The platinum market transitioned to a deficit of 878 koz in 2023. Strong automotive demand growth from the use of platinum in autocatalysts was a key factor, surging by 16 per cent year-on-year to 3,272 koz. The current trend for platinum to substitute for palladium in gasoline autocatalysts is a significant reason behind the increase in automotive demand (figure 1). In 2023, platinum-for-palladium substitution rose from 391 koz in 2022 to 669 koz. The forecast is for substitution to grow further, reaching 742 koz in 2024.

Figure 1: Since 2019, platinum-for-palladium substitution has supported automotive platinum demand growth relative to palladium 

Source: Metals Focus (Pt to 2024) (Pd to 2022), WPIC research thereafter

Platinum and palladium are co-products in polymetallic ores, typically found in association with the other platinum group metals (PGMs). Although there are some physiochemical differences, as part of the PGM group they are similar enough to be interchangeable, to a point, in many applications, and specifically in autocatalysts.

In recent years, platinum-for-palladium substitution has gained traction due to a market – and consequently price – imbalance between platinum and palladium, incentivising automakers to switch to the equally effective, yet less expensive, platinum.

While autocatalysis is a major demand driver for platinum, accounting for around 40 per cent of overall demand, platinum also has a diversity of other end-uses (figure 2), including the developing hydrogen economy. At over 80 per cent, demand for palladium stems predominantly from its use in autocatalysts.

WPIC’s outlook suggests that the platinum market has now entered a period of multi-year deficits, drawing down above ground platinum stocks and tightening markets at a time when the hydrogen economy is accelerating. Conversely, longer term, the palladium market is forecast to turn to surplus from around 2025 as recycling supply increases. This could trigger ‘reverse’ substitution, with palladium substituting for platinum, freeing up platinum for use in the growing hydrogen economy.

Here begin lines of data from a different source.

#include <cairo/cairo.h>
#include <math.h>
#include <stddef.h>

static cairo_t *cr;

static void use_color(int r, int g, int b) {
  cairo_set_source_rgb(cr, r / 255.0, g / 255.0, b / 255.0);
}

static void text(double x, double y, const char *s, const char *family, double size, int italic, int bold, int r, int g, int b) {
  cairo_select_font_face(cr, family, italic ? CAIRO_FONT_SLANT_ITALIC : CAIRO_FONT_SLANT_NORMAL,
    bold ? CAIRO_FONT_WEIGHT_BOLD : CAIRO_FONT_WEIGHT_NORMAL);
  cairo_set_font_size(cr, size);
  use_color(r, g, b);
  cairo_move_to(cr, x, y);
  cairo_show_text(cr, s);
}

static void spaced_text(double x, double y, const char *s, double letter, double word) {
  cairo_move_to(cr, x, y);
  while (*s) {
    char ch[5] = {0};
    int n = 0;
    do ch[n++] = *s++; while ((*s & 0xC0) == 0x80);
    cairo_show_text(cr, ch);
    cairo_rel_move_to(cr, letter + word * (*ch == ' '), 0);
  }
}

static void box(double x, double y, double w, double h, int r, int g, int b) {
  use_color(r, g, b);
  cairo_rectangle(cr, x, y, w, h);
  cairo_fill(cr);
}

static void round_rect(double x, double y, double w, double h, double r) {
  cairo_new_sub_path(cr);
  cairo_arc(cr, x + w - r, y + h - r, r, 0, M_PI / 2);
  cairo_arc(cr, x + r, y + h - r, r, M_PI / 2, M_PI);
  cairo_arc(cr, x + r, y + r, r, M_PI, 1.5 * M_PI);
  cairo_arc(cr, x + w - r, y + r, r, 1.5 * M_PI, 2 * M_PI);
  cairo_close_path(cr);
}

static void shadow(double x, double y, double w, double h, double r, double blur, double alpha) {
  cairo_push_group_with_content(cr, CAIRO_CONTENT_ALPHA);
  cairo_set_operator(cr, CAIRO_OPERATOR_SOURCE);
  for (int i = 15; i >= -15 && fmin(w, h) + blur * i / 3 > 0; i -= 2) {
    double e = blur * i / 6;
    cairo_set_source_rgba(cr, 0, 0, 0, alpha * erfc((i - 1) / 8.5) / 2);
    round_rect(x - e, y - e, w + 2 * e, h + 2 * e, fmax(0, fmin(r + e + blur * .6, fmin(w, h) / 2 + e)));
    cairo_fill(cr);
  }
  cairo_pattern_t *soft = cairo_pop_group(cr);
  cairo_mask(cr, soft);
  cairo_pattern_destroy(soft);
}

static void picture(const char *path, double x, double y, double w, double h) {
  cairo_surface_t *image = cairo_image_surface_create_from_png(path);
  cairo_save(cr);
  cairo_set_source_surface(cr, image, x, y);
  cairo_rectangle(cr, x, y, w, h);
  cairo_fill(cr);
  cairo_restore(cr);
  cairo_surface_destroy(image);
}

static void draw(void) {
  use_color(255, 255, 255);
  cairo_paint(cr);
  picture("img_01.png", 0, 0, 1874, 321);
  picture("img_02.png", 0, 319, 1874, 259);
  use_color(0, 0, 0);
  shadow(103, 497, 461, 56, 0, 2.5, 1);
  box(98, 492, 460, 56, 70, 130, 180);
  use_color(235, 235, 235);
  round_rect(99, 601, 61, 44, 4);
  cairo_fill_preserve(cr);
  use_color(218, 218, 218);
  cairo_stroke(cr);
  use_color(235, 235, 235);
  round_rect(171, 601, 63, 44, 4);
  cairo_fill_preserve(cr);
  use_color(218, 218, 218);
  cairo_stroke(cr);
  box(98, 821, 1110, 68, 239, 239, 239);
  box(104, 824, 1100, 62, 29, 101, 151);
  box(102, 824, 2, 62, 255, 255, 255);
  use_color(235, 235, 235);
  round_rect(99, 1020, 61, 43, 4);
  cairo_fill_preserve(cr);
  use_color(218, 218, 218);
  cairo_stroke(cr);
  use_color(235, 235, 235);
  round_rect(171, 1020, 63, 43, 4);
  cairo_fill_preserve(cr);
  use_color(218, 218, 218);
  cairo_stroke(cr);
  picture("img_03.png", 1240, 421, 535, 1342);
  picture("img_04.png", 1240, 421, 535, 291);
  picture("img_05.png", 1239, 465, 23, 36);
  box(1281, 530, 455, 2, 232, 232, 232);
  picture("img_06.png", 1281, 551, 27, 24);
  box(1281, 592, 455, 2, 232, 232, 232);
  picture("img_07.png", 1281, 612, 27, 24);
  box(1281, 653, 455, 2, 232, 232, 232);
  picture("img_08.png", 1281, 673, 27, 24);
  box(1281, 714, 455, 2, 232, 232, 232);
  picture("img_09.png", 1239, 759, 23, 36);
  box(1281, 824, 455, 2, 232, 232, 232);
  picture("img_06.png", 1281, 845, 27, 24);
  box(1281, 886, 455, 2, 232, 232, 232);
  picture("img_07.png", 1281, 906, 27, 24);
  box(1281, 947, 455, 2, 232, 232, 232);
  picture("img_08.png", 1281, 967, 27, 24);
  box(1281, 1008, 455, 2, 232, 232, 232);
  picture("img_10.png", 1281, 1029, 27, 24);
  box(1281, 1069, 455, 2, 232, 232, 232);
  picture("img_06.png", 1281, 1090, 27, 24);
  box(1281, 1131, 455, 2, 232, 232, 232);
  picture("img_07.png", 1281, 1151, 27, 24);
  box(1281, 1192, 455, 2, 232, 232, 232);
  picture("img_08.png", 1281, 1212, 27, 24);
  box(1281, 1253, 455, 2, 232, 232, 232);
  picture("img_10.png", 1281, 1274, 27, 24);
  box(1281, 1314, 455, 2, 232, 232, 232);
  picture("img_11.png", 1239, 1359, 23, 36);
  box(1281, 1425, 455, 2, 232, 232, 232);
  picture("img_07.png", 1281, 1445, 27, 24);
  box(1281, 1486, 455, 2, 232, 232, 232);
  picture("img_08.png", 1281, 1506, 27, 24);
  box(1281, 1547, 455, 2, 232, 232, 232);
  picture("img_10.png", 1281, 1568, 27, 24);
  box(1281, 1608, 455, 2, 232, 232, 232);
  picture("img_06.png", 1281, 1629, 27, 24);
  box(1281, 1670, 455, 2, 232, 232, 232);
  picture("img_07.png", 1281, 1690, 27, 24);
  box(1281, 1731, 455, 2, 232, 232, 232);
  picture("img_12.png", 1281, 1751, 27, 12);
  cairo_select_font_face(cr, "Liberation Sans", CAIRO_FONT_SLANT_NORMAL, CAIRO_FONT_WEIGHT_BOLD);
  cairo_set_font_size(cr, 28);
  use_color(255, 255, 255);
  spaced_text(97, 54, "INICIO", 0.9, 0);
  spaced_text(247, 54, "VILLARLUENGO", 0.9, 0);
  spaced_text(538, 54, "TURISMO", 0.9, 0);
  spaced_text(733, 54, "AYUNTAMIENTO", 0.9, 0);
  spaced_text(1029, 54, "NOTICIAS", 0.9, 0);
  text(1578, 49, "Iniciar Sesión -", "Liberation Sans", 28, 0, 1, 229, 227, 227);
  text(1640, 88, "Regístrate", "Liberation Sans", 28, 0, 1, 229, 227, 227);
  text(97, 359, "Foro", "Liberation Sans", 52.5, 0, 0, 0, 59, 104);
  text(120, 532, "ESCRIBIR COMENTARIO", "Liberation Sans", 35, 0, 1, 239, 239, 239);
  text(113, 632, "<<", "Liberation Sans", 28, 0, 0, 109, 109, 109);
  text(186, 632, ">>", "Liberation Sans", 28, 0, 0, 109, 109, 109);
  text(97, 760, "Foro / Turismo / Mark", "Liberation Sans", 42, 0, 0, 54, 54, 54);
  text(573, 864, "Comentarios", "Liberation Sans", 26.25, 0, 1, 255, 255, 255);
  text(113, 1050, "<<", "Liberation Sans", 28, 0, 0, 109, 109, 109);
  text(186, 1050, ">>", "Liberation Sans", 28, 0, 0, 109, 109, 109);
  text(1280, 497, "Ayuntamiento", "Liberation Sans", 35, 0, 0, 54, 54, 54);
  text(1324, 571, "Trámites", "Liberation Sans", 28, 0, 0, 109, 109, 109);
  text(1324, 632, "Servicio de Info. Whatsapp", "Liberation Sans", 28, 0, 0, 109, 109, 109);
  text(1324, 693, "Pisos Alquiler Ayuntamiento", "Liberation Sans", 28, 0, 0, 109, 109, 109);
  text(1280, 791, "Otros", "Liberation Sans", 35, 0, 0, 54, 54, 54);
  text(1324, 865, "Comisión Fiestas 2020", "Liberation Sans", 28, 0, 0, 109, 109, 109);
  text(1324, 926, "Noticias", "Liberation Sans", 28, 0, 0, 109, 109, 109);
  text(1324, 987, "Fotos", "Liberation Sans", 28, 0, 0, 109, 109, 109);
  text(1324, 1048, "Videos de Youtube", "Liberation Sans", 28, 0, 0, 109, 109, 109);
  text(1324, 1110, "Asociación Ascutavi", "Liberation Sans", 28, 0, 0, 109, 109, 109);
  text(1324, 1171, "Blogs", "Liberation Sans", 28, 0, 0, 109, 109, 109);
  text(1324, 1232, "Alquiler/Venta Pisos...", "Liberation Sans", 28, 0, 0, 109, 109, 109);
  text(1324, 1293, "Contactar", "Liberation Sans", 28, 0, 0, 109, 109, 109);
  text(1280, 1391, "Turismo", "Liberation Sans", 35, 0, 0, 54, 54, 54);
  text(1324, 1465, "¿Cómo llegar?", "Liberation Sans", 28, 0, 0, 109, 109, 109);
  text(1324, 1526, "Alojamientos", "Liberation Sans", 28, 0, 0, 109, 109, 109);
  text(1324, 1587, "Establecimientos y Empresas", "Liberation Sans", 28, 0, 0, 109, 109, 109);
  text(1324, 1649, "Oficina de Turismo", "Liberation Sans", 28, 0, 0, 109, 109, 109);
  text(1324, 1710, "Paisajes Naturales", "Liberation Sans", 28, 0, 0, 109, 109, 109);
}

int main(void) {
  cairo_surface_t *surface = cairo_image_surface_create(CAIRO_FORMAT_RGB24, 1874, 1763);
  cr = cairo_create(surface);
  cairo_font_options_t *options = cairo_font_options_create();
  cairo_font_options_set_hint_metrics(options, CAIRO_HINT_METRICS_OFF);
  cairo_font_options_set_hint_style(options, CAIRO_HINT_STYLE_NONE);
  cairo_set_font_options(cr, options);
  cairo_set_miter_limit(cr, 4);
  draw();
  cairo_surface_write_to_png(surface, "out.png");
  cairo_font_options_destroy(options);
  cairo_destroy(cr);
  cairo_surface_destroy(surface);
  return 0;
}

Overlaying this dynamic is the recent narrowing of the palladium price premium to platinum. Should palladium begin trading at a discount to platinum, it brings with it the possibility of nearer term reverse substitution occurring. However, existing platinum-for-palladium substitution, including that forecast for 2024, is largely embedded in annual automotive demand due to the certification and manufacturing process (a PGM catalyst is locked in for the lifetime of a vehicle platform, typically for seven years).

Figure 2: Platinum Demand Drivers

Source: WPIC Platinum Quarterly, minimum and maximum ranges over period 2019-2023

How does substitution work?

Being closely grouped transition elements, PGMs have similar physiochemical properties, meaning that to a greater or lesser degree they can perform similar roles in different applications with variable effectiveness. In the case of platinum and palladium used in autocatalysts, platinum catalysts are far less prone to sulphur poisoning, while the use of some palladium in catalysts enhances stability at higher temperatures. With the declining sulphur content of fuels over the past two decades, platinum and palladium in autocatalysts are interchangeable on a 1:1 basis in gasoline vehicles.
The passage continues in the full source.